══ Records for the exercise ══

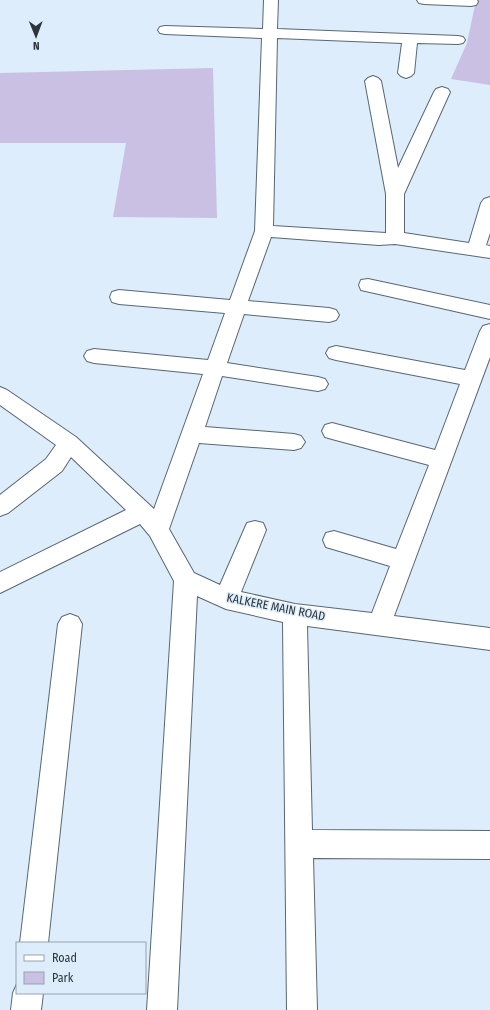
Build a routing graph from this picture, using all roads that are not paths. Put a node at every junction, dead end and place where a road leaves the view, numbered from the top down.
1 (271, 0) edge
2 (424, 0) edge
3 (471, 2) dead end
4 (165, 30) dead end
5 (271, 33) junction
6 (410, 38) junction
7 (458, 40) dead end
8 (406, 73) dead end
9 (373, 81) dead end
10 (442, 92) dead end
11 (396, 194) junction
12 (490, 203) edge
13 (264, 226) junction
14 (395, 238) junction
15 (483, 251) edge
16 (368, 285) dead end
17 (119, 297) dead end
18 (237, 306) junction
19 (490, 312) edge
20 (329, 315) dead end
21 (490, 331) edge
22 (336, 353) dead end
23 (94, 356) dead end
24 (215, 368) junction
25 (472, 379) junction
26 (318, 384) dead end
27 (0, 396) edge
28 (332, 431) dead end
29 (191, 434) junction
30 (294, 442) dead end
31 (68, 443) junction
32 (442, 460) junction
33 (0, 507) edge
34 (143, 512) junction
35 (158, 529) junction
36 (255, 530) dead end
37 (334, 540) dead end
38 (404, 561) junction
39 (186, 580) junction
40 (0, 583) edge
41 (226, 599) junction
42 (295, 614) junction
43 (70, 624) dead end
44 (379, 625) junction
45 (490, 639) edge
46 (299, 844) junction
47 (490, 844) edge
48 (34, 942) edge
49 (28, 994) edge
50 (26, 1010) edge
51 (162, 1010) edge
52 (302, 1010) edge

1 - 5 street
2 - 3 street
4 - 5 street
5 - 6 street
5 - 13 street
6 - 7 street
6 - 8 street
9 - 11 street
10 - 11 street
11 - 14 street
12 - 15 street
13 - 14 street
13 - 18 street
14 - 15 street
16 - 19 street
17 - 18 street
18 - 20 street
18 - 24 street
21 - 25 street
22 - 25 street
23 - 24 street
24 - 26 street
24 - 29 street
25 - 32 street
27 - 31 street
28 - 32 street
29 - 30 street
29 - 35 street
31 - 33 street
31 - 34 street
32 - 38 street
34 - 35 street
34 - 40 street
35 - 39 street
36 - 41 street
37 - 38 street
38 - 44 street
39 - 41 street, KALKERE MAIN ROAD
39 - 51 street
41 - 42 street, KALKERE MAIN ROAD
42 - 44 street, KALKERE MAIN ROAD
42 - 46 street
43 - 48 street
44 - 45 street, KALKERE MAIN ROAD
46 - 47 street
46 - 52 street
49 - 50 street

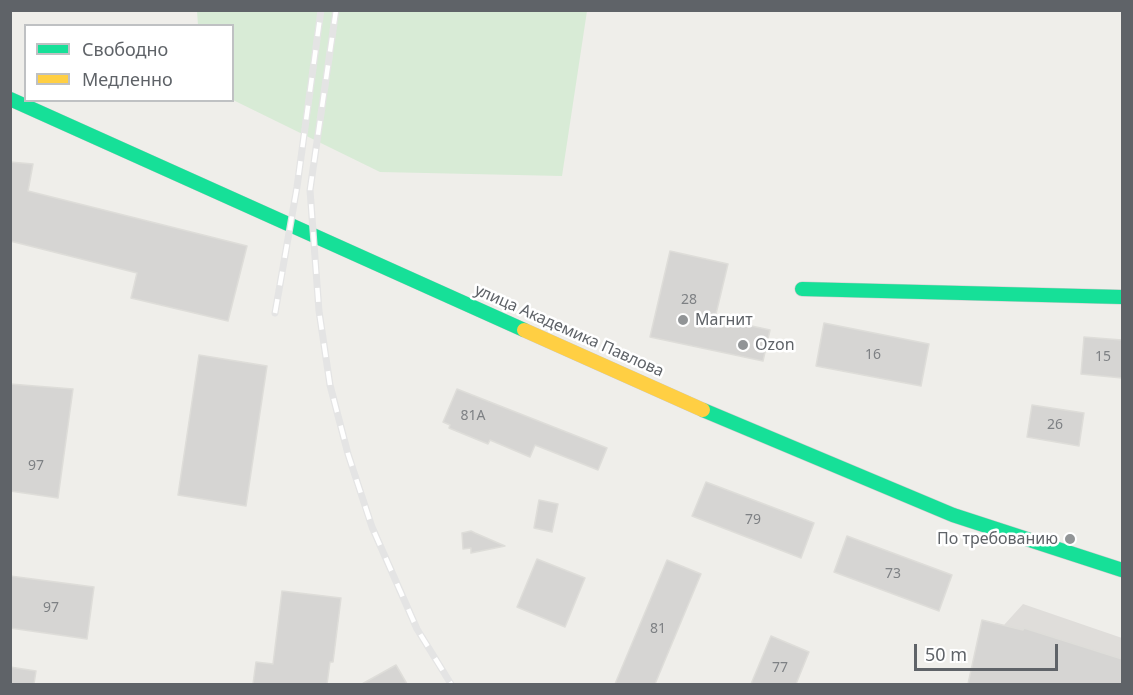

═══

◆ **What is being asked**: All entries above should be returned exactly, apart from their pictures.

◆ **Response to this task**:
Build a routing graph from this picture, using all roads that are not paths. Put a node at every junction, dead end and place where a road leaves the view, numbered from the top down.
1 (271, 0) edge
2 (424, 0) edge
3 (471, 2) dead end
4 (165, 30) dead end
5 (271, 33) junction
6 (410, 38) junction
7 (458, 40) dead end
8 (406, 73) dead end
9 (373, 81) dead end
10 (442, 92) dead end
11 (396, 194) junction
12 (490, 203) edge
13 (264, 226) junction
14 (395, 238) junction
15 (483, 251) edge
16 (368, 285) dead end
17 (119, 297) dead end
18 (237, 306) junction
19 (490, 312) edge
20 (329, 315) dead end
21 (490, 331) edge
22 (336, 353) dead end
23 (94, 356) dead end
24 (215, 368) junction
25 (472, 379) junction
26 (318, 384) dead end
27 (0, 396) edge
28 (332, 431) dead end
29 (191, 434) junction
30 (294, 442) dead end
31 (68, 443) junction
32 (442, 460) junction
33 (0, 507) edge
34 (143, 512) junction
35 (158, 529) junction
36 (255, 530) dead end
37 (334, 540) dead end
38 (404, 561) junction
39 (186, 580) junction
40 (0, 583) edge
41 (226, 599) junction
42 (295, 614) junction
43 (70, 624) dead end
44 (379, 625) junction
45 (490, 639) edge
46 (299, 844) junction
47 (490, 844) edge
48 (34, 942) edge
49 (28, 994) edge
50 (26, 1010) edge
51 (162, 1010) edge
52 (302, 1010) edge

1 - 5 street
2 - 3 street
4 - 5 street
5 - 6 street
5 - 13 street
6 - 7 street
6 - 8 street
9 - 11 street
10 - 11 street
11 - 14 street
12 - 15 street
13 - 14 street
13 - 18 street
14 - 15 street
16 - 19 street
17 - 18 street
18 - 20 street
18 - 24 street
21 - 25 street
22 - 25 street
23 - 24 street
24 - 26 street
24 - 29 street
25 - 32 street
27 - 31 street
28 - 32 street
29 - 30 street
29 - 35 street
31 - 33 street
31 - 34 street
32 - 38 street
34 - 35 street
34 - 40 street
35 - 39 street
36 - 41 street
37 - 38 street
38 - 44 street
39 - 41 street, KALKERE MAIN ROAD
39 - 51 street
41 - 42 street, KALKERE MAIN ROAD
42 - 44 street, KALKERE MAIN ROAD
42 - 46 street
43 - 48 street
44 - 45 street, KALKERE MAIN ROAD
46 - 47 street
46 - 52 street
49 - 50 street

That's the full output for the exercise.